Gesù intima a Lazzaro di uscire dal sepolcro, ”questo grido perentorio – sottolinea il Papa – è rivolto ad ogni uomo, perché tutti siamo segnati dalla morte; è la voce di Colui che è il padrone della vita e vuole che tutti l’abbiano in abbondanza. Cristo non si rassegna ai sepolcri che ci siamo costruiti con le nostre scelte di male e di morte. Lui ci invita, quasi ci ordina, di uscire dalla tomba in cui i nostri peccati ci hanno sprofondato. Ci chiama insistentemente ad uscire dal buio della prigione in cui ci siamo rinchiusi, accontentandoci di una vita falsa, egoistica, mediocre. Vieni fuori!. Lasciamoci afferrare da queste parole che Gesù oggi ripete a ciascuno di noi. Lasciamoci liberare dalle bende dell’orgoglio. La nostra risurrezione incomincia da qui: quando decidiamo di obbedire al comando di Gesù uscendo alla luce, alla vita; quando dalla nostra faccia cadono le maschere e ritroviamo il coraggio del nostro volto originale, creato a immagine e somiglianza di Dio”.

Il Papa ha ricordato infine che la resurrezione di Lazzaro è un esempio lampante della “forza della Grazia di Dio, e dunque fin dove può arrivare la nostra conversione, il nostro cambiamento: non c’è alcun limite alla misericordia divina offerta a tutti! Il Signore è sempre pronto a sollevare la pietra tombale dei nostri peccati, che ci separa da Lui, la luce dei viventi”.

Al termine dell’Angelus Papa Bergoglio ha ricordato il ventesimo anniversario del genocidio in Ruanda. Incoraggio – ha detto – “a continuare, con determinazione e speranza, il processo di riconciliazione che ha già manifestato i suoi frutti, e l’impegno di ricostruzione umana e spirituale del Paese. A tutti dico: Non abbiate paura! Sulla roccia del Vangelo costruite la vostra società, nell’amore e nella concordia, perché solo così si genera una pace duratura!”.

Il pensiero del Papa, che ha anche ricordato le vittime del virus Ebola che sta piagando la Guinea, è poi andato al terremoto che 5 anni fa ha devastato L’Aquila. “In questo momento – sono state le parole di Francesco – vogliamo unirci a quella comunità che ha tanto sofferto, che ancora soffre, lotta e spera, con tanta fiducia in Dio e nella Madonna. Preghiamo per tutte le vittime: che vivano per sempre nella pace del Signore.

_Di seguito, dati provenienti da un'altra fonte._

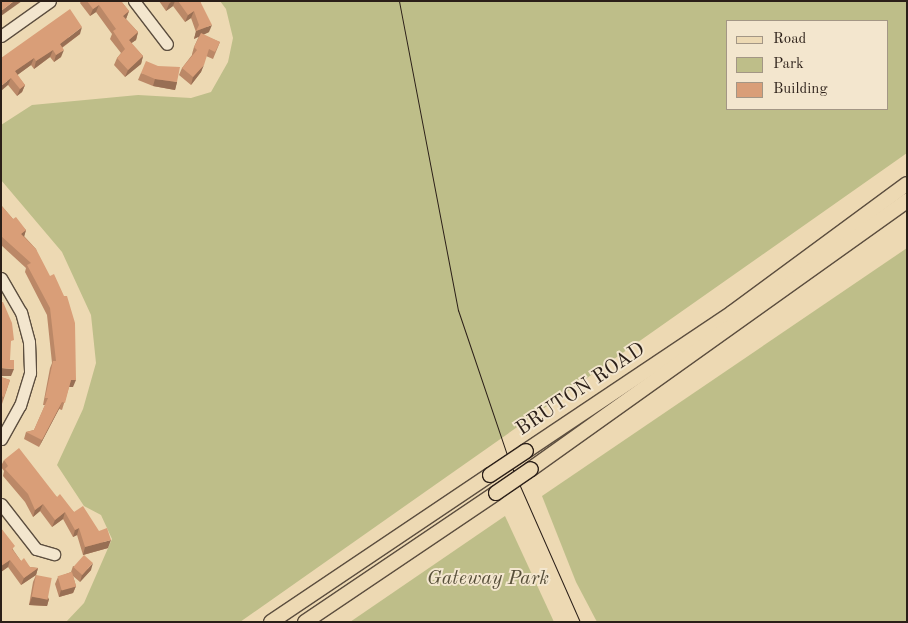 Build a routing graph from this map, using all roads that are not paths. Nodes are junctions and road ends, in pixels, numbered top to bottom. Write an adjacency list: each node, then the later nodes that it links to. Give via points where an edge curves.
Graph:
1 (50, 1): 3 (street)
2 (134, 1): 4 (street)
3 (1, 36)
4 (167, 44)
5 (907, 184): 7 (main road, BRUTON ROAD)
6 (907, 202): 7 (main road, BRUTON ROAD)
7 (838, 243): 12 (main road, BRUTON ROAD, bridge); 13 (main road, BRUTON ROAD, bridge, via 531,469)
8 (1, 278): 9 (street, via 21,312 29,342 30,373 20,405)
9 (1, 440)
10 (1, 504): 11 (street, via 36,549)
11 (54, 554)
12 (271, 622)
13 (305, 622) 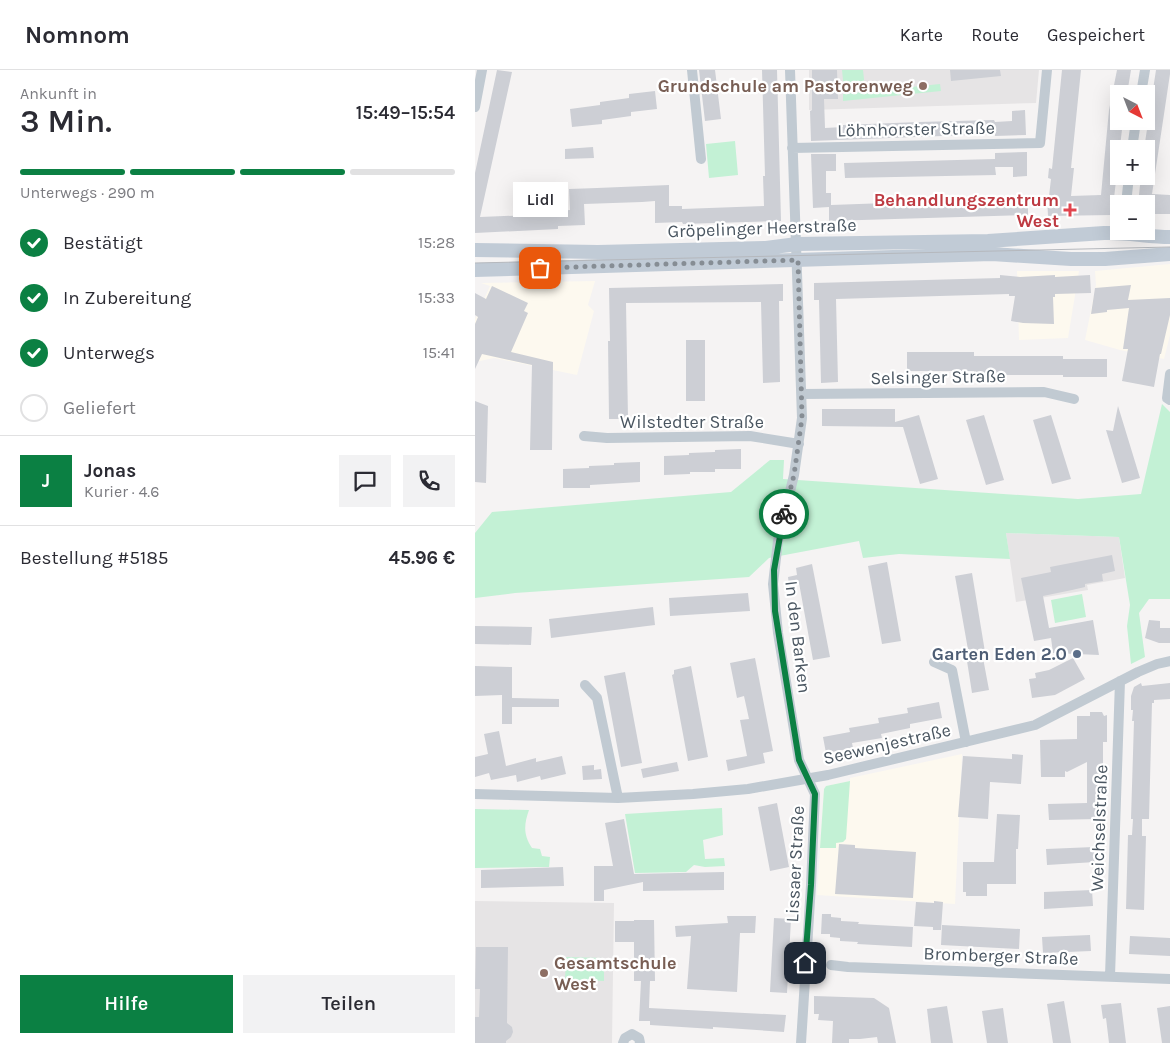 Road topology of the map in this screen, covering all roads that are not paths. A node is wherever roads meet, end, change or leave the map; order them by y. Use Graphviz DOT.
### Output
graph roads {
  1 [pos="483,70"];
  2 [pos="692,70"];
  3 [pos="790,70"];
  4 [pos="1047,70"];
  5 [pos="1145,70"];
  6 [pos="1142,85"];
  7 [pos="475,107"];
  8 [pos="792,148"];
  9 [pos="701,159"];
  10 [pos="1110,233"];
  11 [pos="1155,236"];
  12 [pos="1170,237"];
  13 [pos="797,244"];
  14 [pos="475,250"];
  15 [pos="1170,254"];
  16 [pos="798,260"];
  17 [pos="475,270"];
  18 [pos="1170,374"];
  19 [pos="802,394"];
  20 [pos="1074,399"];
  21 [pos="1169,399"];
  22 [pos="584,436"];
  23 [pos="799,444"];
  24 [pos="1170,661"];
  25 [pos="934,662"];
  26 [pos="1120,681"];
  27 [pos="585,685"];
  28 [pos="967,742"];
  29 [pos="807,778"];
  30 [pos="475,794"];
  31 [pos="618,798"];
  32 [pos="831,965"];
  33 [pos="1110,976"];
  34 [pos="1170,979"];
  35 [pos="623,1043"];
  36 [pos="640,1043"];
  37 [pos="801,1043"];
  1 -- 7 [label="street"];
  2 -- 9 [label="street"];
  3 -- 8 [label="street, In den Barken"];
  4 -- 8 [label="street, Löhnhorster Straße"];
  5 -- 6 [label="street"];
  8 -- 13 [label="street, In den Barken"];
  10 -- 13 [label="main road, Gröpelinger Heerstraße"];
  11 -- 12 [label="main road, Gröpelinger Heerstraße"];
  13 -- 14 [label="main road, Gröpelinger Heerstraße"];
  13 -- 16 [label="street, In den Barken"];
  15 -- 16 [label="main road, Gröpelinger Heerstraße"];
  16 -- 17 [label="main road, Gröpelinger Heerstraße"];
  16 -- 19 [label="street, In den Barken"];
  18 -- 21 [label="street"];
  19 -- 20 [label="street, Selsinger Straße"];
  19 -- 23 [label="street, In den Barken"];
  22 -- 23 [label="street, Wilstedter Straße"];
  23 -- 29 [label="street, In den Barken"];
  24 -- 26 [label="street, Seewenjestraße"];
  25 -- 28 [label="street"];
  26 -- 28 [label="street, Seewenjestraße"];
  26 -- 33 [label="street, Weichselstraße"];
  27 -- 31 [label="street"];
  28 -- 29 [label="street, Seewenjestraße"];
  29 -- 31 [label="street, Seewenjestraße"];
  29 -- 37 [label="street, Lissaer Straße"];
  30 -- 31 [label="street, Seewenjestraße"];
  32 -- 33 [label="street, Bromberger Straße"];
  33 -- 34 [label="street, Bromberger Straße"];
  35 -- 36 [label="street"];
}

E preghiamo per il cammino di risurrezione del popolo aquilano: la solidarietà e la rinascita spirituale siano la forza della ricostruzione materiale”.

E prima di concludere Francesco ha offerto ai fedeli in piazza San Pietro un Vangelo tascabile. “Prendetelo, portatelo con voi e leggetelo ogni giorno: è Gesù che vi parla – ha spiegato il Pontefice – gratuitamente avete ricevuto, gratuitamente date! In cambio di questo dono, fate un atto di carità, un gesto di amore gratuito. Oggi si può leggere il Vangelo anche con tanti strumenti tecnologici. Si può portare con sé la Bibbia intera in un telefonino, in un tablet. L’importante è leggere la Parola di Dio, con tutti i mezzi, e accoglierla con cuore aperto. Allora il buon seme porta frutto!”.

50.000 le copie consegnate in piazza San Pietro, ha fatto sapere l’Elemosiniere del Papa mons. Konrad Krajewski. Ma basteranno per tutti? ”Sono duemila anni che i Vangeli non bastano mai…”, ha chiosato il collaboratore di Papa Francesco.